In 1995, another of these twice-a-decade conferences adopted a resolution calling for a Mideast zone free of nuclear, chemical and biological weapons. Such a zone would join five other nuclear-free regions globally Africa, Southeast Asia, Central Asia, the South Pacific and Latin America.
It was support for that 15-year-old resolution that the five powers reaffirmed on Wednesday.

Although the U.S. has long endorsed the idea, it has never pushed for action.
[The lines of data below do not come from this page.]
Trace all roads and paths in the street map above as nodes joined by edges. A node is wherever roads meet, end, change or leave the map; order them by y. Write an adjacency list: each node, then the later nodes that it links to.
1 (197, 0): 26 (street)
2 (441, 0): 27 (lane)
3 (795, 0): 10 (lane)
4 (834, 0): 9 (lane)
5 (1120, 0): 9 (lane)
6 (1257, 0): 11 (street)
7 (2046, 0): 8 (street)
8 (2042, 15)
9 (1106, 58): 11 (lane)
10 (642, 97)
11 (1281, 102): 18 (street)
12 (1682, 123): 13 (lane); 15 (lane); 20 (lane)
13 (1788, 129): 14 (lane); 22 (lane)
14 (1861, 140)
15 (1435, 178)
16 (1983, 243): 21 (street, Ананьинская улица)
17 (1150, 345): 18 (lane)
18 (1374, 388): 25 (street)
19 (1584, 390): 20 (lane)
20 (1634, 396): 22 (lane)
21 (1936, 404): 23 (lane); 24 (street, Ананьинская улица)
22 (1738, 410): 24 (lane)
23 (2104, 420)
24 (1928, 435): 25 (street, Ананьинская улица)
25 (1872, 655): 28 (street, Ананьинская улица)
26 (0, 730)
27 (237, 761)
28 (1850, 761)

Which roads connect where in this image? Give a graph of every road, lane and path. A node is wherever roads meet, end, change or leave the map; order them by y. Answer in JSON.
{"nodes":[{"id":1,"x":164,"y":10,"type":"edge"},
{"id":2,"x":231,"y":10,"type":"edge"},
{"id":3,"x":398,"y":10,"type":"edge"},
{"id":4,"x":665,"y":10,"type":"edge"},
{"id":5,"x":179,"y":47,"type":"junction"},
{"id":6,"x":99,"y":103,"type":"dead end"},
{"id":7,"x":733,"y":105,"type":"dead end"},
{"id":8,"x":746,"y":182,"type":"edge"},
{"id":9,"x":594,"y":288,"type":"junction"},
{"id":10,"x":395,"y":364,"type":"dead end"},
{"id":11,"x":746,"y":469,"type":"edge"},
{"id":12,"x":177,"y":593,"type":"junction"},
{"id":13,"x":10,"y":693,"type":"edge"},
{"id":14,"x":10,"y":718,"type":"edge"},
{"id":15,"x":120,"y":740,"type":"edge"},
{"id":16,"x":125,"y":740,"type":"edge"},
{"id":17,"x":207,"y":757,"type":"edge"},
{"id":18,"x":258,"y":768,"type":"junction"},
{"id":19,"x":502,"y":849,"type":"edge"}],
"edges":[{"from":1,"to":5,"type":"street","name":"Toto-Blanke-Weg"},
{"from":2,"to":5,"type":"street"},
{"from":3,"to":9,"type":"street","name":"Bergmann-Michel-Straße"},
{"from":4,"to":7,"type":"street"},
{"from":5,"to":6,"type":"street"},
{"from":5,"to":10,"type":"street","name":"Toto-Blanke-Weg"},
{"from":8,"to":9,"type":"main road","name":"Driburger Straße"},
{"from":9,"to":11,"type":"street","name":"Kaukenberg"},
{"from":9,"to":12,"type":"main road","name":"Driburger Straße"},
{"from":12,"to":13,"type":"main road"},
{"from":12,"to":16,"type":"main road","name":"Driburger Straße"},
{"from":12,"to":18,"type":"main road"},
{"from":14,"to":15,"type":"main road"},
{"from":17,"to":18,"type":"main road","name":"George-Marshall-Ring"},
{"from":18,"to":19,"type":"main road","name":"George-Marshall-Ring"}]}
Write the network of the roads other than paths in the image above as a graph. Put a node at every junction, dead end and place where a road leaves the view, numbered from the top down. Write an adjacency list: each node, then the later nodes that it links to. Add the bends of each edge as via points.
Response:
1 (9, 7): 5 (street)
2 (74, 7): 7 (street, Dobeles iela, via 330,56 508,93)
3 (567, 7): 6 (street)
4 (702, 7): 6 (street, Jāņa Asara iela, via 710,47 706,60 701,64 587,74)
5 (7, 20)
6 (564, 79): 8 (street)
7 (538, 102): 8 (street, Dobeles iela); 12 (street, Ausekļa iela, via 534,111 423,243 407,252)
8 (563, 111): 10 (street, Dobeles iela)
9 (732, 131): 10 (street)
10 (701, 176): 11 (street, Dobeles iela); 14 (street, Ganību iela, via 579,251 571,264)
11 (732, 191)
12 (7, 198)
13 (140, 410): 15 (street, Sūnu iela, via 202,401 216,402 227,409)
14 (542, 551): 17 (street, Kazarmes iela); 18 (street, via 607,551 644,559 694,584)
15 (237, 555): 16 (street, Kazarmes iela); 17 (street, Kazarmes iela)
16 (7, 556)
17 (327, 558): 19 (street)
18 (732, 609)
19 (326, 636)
In her speech to the nuclear conference on Monday, however, Secretary of State Hillary Rodham Clinton said Washington would support "practical measures for moving toward that objective."

Separately, the head of the U.N. atomic watchdog is asking for international input on how to persuade Israel to join the Nonproliferation Treaty, in a move that is sure to add to pressure on the Jewish state to disclose its unacknowledged nuclear arsenal.

In a letter made available Wednesday, Yukiya Amano asked foreign ministers of the International Atomic Energy Agency's 151 member states to share views on how to implement a resolution demanding that Israel "accede to the" Nonproliferation Treaty and throw its nuclear facilities open to IAEA oversight.

The letter was shared with The Associated Press amid renewed Arab criticism of Israel by Islamic nations, who used the second day of the nonproliferation meeting to call for a nuclear-free Middle East, while criticizing Israel for not divulging its nuclear capabilities and refusing to sign the nonproliferation treaty.

"Special Coordinator"

Russia's deputy foreign minister, Sergei A. Ryabkov, said the U.S. and Russia have developed a joint approach an unspecified compromise plan in place of a new Egyptian proposal to convene negotiations on a Mideast zone in 2011.

Diplomats said one option being discussed is appointment of an official "special coordinator" to study and consult with governments about ways forward.

Arab states have been showing greater interest in nuclear power technology, worrying some observers that Iran's ambitious nuclear program, which the West alleges is aimed at weapons-making, will prompt neighboring nations to launch their own weapons programs.

One Arab spokesman hinted at this potential for weapons proliferation to more Mideast states.

If the nuke-free zone idea falters, governments are studying "alternatives that would be available to the Arab states," Lebanese diplomat Nawaf Salam, speaking for the Arab Group, told the conference Wednesday.

Rapid movement toward a treaty establishing a weapons-free zone is highly unlikely.

Israel, which doesn't officially confirm the existence of the Mideast's only nuclear arsenal, of perhaps 80 warheads, has long maintained that a comprehensive Arab-Israeli peace must first be reached before it would consider such a region-wide regime.

Under the 40-year-old NPT, nations without nuclear weapons pledged not to acquire them, while the five powers pledged to eventually eliminate theirs.
Israel is one of four nations that rejected the treaty with nuclear-armed India and Pakistan, and North Korea, which has a weapons-building program.